Saved entries:
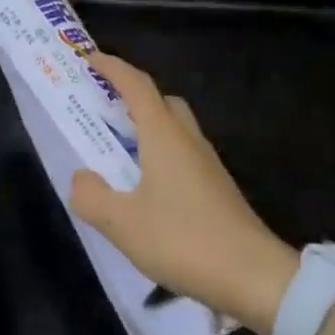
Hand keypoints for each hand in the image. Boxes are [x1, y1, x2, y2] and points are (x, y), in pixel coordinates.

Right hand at [68, 54, 299, 334]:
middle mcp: (188, 139)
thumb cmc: (184, 240)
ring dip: (148, 127)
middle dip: (133, 96)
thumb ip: (92, 197)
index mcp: (164, 135)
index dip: (113, 68)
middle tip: (105, 108)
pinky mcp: (217, 187)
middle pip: (161, 101)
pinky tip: (148, 188)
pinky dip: (161, 154)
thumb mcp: (123, 224)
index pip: (136, 86)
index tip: (90, 58)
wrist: (253, 276)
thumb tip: (81, 178)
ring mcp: (207, 163)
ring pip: (175, 128)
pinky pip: (183, 154)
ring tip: (120, 151)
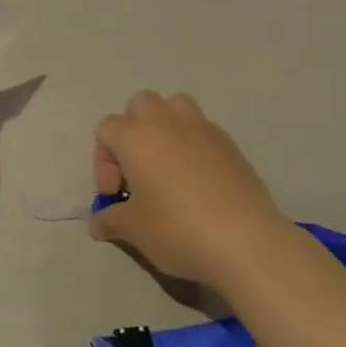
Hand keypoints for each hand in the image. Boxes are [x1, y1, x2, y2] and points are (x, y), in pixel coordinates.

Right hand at [89, 91, 294, 287]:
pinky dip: (194, 144)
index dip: (103, 162)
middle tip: (138, 172)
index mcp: (136, 136)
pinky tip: (199, 181)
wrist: (247, 242)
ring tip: (168, 165)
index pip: (106, 130)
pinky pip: (203, 129)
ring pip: (175, 105)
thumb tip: (98, 222)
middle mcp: (166, 122)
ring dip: (165, 126)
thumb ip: (111, 220)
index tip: (115, 196)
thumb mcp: (135, 230)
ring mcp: (202, 129)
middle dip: (132, 131)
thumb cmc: (178, 229)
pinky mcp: (231, 144)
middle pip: (140, 104)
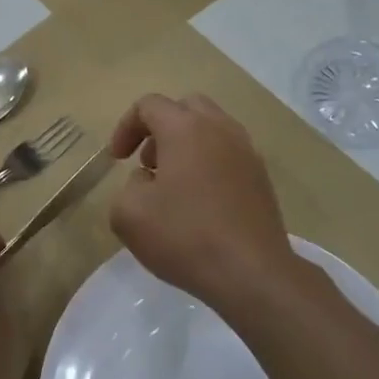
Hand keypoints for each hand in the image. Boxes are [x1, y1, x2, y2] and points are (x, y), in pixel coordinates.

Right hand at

§ Task statement: Copy exactly the lines from the one containing "ring mcp: (202, 129)" through the final line of the records above, both included, and leave out any pictures.

§ Response to this exercise:
ring mcp: (202, 129)
middle dip: (132, 131)
thumb cmc: (178, 229)
pinky mcp: (231, 144)
middle pip: (140, 104)
Hand keypoints for each hand in the image. Boxes are [x1, y1, x2, y2] and points are (x, y), in pixel coordinates.

Right hand at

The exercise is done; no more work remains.